そう言う私の反対を押し退けて、彼はお金を渡して走り去っていった。そんな彼に、私はろくにお礼も出来ていなかったので大きな声で言う。


「ありがとうございます……! せめてお名前だけでも教えてください……!」


彼に届いたのか、彼は振り返りながら答えてくれた。


「……根暗 陰雄です」


とだけ言い、走り去る彼の背中を見ながら一言。


「必ず返しますから……! 後、私は根明 陽華(ねあか はるか)です!」


 朝の駅構内。周囲の騒音にかき消されて、彼には届かなかったのか彼は止まる事なく走りさった。


 彼に借りたお金で切符を買い、お釣りを大事に握りしめ、私も急いで大学へと向かった。


 結論から言うと、入学式には間に合った。これも全て彼のおかげ。


 入学式を終えた新入生である1回生はそれぞれの講義室へと案内された。

 私が講義室へ入ると、その部屋にいた人たちが皆こちらを向いた。そして私は気持ちが昂る。と言うのも、こちらを見る人たちの中に彼がいた。

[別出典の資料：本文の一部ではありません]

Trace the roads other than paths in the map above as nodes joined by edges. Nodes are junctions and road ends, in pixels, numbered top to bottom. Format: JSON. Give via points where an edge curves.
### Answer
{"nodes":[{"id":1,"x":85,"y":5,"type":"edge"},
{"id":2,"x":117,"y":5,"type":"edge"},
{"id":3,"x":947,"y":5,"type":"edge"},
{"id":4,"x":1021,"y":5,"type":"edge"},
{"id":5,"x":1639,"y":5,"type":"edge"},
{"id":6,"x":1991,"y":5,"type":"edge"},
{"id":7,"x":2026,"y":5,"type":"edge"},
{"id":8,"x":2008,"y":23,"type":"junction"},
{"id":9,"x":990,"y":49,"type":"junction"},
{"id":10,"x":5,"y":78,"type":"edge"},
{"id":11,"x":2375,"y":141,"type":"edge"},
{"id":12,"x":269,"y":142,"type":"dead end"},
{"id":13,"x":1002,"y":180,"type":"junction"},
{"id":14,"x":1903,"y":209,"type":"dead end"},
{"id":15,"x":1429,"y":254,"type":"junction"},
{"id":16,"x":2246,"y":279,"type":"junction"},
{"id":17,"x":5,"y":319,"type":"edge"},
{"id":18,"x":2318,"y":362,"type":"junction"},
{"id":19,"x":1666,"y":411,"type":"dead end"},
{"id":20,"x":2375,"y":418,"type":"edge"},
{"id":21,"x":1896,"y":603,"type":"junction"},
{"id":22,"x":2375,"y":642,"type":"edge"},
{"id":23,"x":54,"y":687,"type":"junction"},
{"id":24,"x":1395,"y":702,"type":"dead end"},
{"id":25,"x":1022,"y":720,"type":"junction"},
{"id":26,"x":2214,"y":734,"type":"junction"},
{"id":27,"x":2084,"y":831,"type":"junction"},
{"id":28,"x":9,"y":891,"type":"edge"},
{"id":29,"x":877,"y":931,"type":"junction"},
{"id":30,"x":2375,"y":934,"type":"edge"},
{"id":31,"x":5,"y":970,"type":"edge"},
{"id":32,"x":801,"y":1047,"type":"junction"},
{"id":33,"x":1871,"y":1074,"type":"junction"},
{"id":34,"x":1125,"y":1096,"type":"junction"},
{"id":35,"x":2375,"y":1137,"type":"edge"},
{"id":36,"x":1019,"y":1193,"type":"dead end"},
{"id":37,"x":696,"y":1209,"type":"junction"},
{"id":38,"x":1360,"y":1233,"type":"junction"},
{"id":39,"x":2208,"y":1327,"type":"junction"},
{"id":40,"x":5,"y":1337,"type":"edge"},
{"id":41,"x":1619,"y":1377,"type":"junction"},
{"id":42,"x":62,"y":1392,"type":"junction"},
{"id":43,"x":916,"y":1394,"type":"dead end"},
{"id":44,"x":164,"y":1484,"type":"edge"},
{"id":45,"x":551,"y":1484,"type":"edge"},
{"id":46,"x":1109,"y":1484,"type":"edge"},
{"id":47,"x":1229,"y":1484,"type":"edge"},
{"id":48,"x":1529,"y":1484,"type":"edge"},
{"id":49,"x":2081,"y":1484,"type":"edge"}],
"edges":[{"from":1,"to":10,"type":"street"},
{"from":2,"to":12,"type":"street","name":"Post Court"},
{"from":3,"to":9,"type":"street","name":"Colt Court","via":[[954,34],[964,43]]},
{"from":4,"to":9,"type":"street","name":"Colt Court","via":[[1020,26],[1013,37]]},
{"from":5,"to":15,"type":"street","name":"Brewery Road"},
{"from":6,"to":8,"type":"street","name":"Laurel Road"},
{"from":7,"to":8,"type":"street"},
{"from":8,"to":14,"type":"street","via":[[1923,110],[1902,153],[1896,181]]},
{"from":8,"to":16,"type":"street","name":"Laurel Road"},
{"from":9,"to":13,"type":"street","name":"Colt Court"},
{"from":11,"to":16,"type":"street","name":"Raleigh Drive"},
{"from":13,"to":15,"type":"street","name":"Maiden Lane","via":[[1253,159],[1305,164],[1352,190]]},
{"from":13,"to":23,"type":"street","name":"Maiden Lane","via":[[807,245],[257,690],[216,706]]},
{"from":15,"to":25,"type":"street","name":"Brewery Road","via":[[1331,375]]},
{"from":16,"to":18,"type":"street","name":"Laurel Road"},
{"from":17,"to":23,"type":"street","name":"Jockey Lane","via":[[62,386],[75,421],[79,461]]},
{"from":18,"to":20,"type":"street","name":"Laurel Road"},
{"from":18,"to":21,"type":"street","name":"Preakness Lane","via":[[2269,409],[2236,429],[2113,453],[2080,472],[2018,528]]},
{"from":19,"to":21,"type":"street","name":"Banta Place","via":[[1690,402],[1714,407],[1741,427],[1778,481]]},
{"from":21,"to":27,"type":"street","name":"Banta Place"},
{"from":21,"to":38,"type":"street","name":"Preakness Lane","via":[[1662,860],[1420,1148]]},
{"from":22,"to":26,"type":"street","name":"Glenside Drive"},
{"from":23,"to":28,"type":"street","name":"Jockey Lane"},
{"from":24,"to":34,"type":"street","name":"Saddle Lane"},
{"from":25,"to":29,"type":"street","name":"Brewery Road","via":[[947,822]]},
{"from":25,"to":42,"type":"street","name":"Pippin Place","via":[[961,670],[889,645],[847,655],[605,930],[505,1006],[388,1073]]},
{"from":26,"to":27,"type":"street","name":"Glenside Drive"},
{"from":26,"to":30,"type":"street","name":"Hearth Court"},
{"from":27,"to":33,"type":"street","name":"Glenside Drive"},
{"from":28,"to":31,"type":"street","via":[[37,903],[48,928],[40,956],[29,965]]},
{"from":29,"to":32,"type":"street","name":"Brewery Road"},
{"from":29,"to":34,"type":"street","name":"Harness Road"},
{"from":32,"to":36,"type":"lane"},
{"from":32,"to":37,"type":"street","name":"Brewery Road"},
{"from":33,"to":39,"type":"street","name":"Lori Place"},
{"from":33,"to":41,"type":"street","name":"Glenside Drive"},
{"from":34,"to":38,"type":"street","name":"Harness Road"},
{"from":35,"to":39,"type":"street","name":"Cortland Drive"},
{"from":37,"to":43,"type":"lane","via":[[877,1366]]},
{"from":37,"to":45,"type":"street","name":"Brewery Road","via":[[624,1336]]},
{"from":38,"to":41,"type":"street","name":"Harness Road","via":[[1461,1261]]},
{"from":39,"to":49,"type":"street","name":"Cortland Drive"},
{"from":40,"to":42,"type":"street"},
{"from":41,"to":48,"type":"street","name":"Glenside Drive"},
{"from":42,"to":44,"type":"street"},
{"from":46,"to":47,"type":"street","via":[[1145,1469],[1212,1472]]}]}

彼を見つけた私は、彼の元まで走っていき声をかける。


「根暗くん! ……その、さっきはありがとう! 明日必ず返すから!」


 そう。駅で私を助けてくれた、根暗くんが講義室の隅で一人座っていた。私を見た彼は、一瞬驚いた様に見えたが直ぐにこう言う。


「……あの。どちら様ですか……」


 その瞬間私は胸がちくりと痛くなった。

普段は誰かにこんな事を言われても痛くも痒くもないのだが……

 どうして彼に言われるとこんなに胸が痛いのだろう……


 その答えをこの時の私は、まだ知らなかった。


◇◇◇


 私は自室で今朝の胸の痛みについて調べていた。

 だがおかしな事に幾度調べても結果は同じ。『胸 ちくりと痛い』と調べても、もしかして恋? 等と出てくるのだ。

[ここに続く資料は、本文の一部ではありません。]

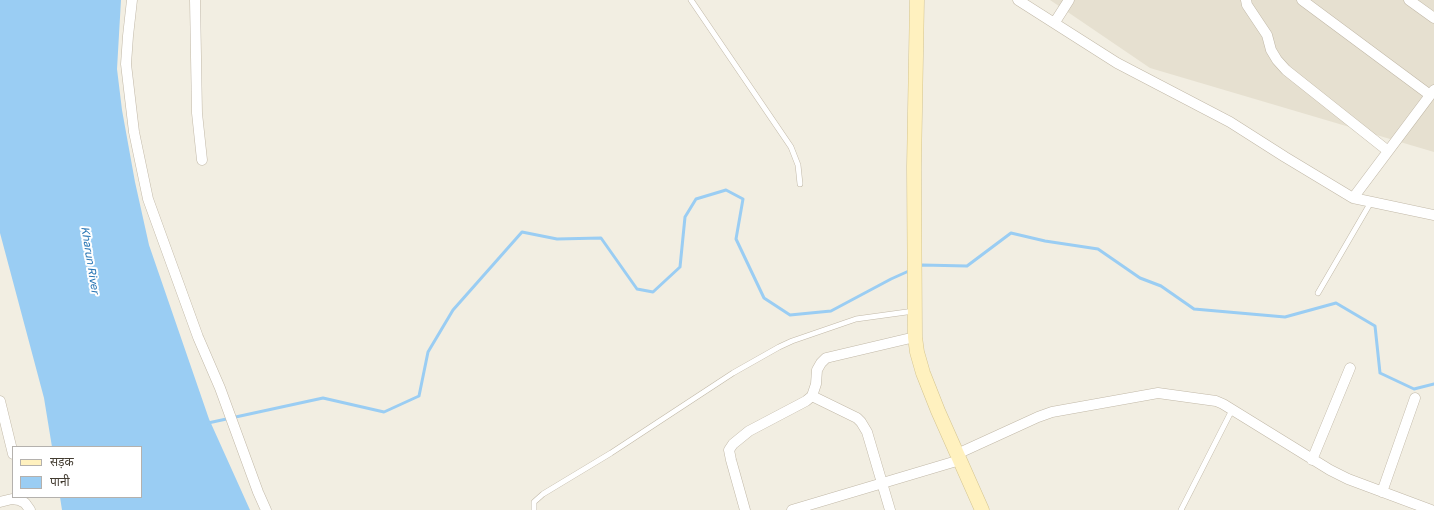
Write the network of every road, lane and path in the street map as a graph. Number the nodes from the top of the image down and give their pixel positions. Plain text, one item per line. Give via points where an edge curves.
1 (132, 0) edge
2 (195, 0) edge
3 (691, 0) edge
4 (917, 0) edge
5 (1018, 0) edge
6 (1069, 0) edge
7 (1246, 0) edge
8 (1302, 0) edge
9 (1409, 0) edge
10 (1434, 18) edge
11 (1055, 22) junction
12 (1432, 92) edge
13 (1388, 151) junction
14 (202, 160) dead end
15 (800, 184) dead end
16 (1353, 198) junction
17 (1371, 202) junction
18 (1434, 216) edge
19 (1318, 293) dead end
20 (915, 311) junction
21 (915, 337) junction
22 (1350, 368) dead end
23 (812, 396) junction
24 (1415, 398) dead end
25 (0, 401) edge
26 (1232, 410) junction
27 (12, 450) edge
28 (959, 457) junction
29 (1312, 460) junction
30 (883, 484) junction
31 (1382, 492) junction
32 (0, 502) edge
33 (26, 503) edge
34 (889, 506) edge
35 (266, 510) edge
36 (534, 510) edge
37 (745, 510) edge
38 (792, 510) edge
39 (880, 510) edge
40 (982, 510) edge
41 (1181, 510) edge
42 (1431, 510) edge

1 - 35 street via 126,64 138,156 148,199 198,337
2 - 14 street via 197,113
3 - 15 lane via 792,147 798,165
4 - 20 street
5 - 11 street
6 - 11 street
7 - 13 street via 1267,35 1271,50 1286,70
8 - 12 street
9 - 10 street
11 - 16 street via 1118,63 1230,122
12 - 13 street
13 - 16 street
16 - 17 street
17 - 18 street
17 - 19 lane
20 - 21 street
20 - 36 lane via 856,319 779,347 543,494 534,502
21 - 23 street via 826,358 817,370
21 - 28 street via 923,373
22 - 29 street
23 - 30 street via 861,422 867,432
23 - 37 street via 749,431 729,450
24 - 31 street
25 - 27 street
26 - 28 street via 1216,401 1158,393 1146,395 1045,414
26 - 29 street
26 - 41 lane
28 - 30 street
28 - 40 street
29 - 31 street via 1348,479
30 - 34 street
30 - 38 street
31 - 42 street
32 - 33 street via 12,499
34 - 39 street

 私は、この歳まで恋をした事がない。だからこと恋愛については初心者。仕方なく、親友に電話をかける。コールをすると直ぐに出てくれ、私は初めにこう会話を始める。


「もしもし? 朱里? こんな時間にごめんね。ちょっと相談があって……」


 神村かみむら 朱里あかり。彼女とは幼稚園の頃から一緒で、喧嘩することもあるけどなんでも言い合える幼馴染であり、親友。彼女は優しいので、こうして相談に乗ってもらうこともよくある。

 朱里は、私から相談されるのが好きなのか嬉しそうな声で言う。


『大丈夫だよ! それよりどうしたの? 陽から相談って珍しいね」

「実は────ってことがあって……」

『………………』


私は事の経緯を説明した。すると朱里は、少しの間を置き私に。


『じゃあ、私の質問に答えてみて』

「え? なんで質問?」

『いいから! いくよ』

「う、うん……」

『その人が、他の女性と手を繋いだりそれ以上のことをしてたらどう思う?』

「……っえ? 根暗くんが……そんなの絶対に嫌!」

『じゃあ、気付いたら彼のこと考えてたり、講義室に沢山の人がいる中で、その人の声だけが耳に入ってくるって事はある?』

「……さっきからなんなのこの質問」

『いいから答えて!』

「それは……」


私は、朱里の言った事を想像した。すると、どれも思い当たる節はあった。どうしてこんなに根暗くんのことばかり……なんて考えていると、朱里は言う。


『間違いないね。陽は、その人に恋してるよ』

「……っえ? なんでそうなるの?」

『だって、彼氏でもない人が他の女性と仲良くしてるのが嫌なんでしょ? それに、そんなにその人の事を考えてるみたいだし……」

「………………」

『あれ? おーい。陽ー?』


 朱里の言ったことで私は、顔が熱くなるのを感じた。


────そして、私は初めての恋に落ちたのだった。


 その後少し朱里と話して、通話を終了させた。彼への気持ちが恋だと知ってから……


 ずっと彼が頭の中に浮かんでいた。

 そしてこの夜は、眠りにつくことができなかった。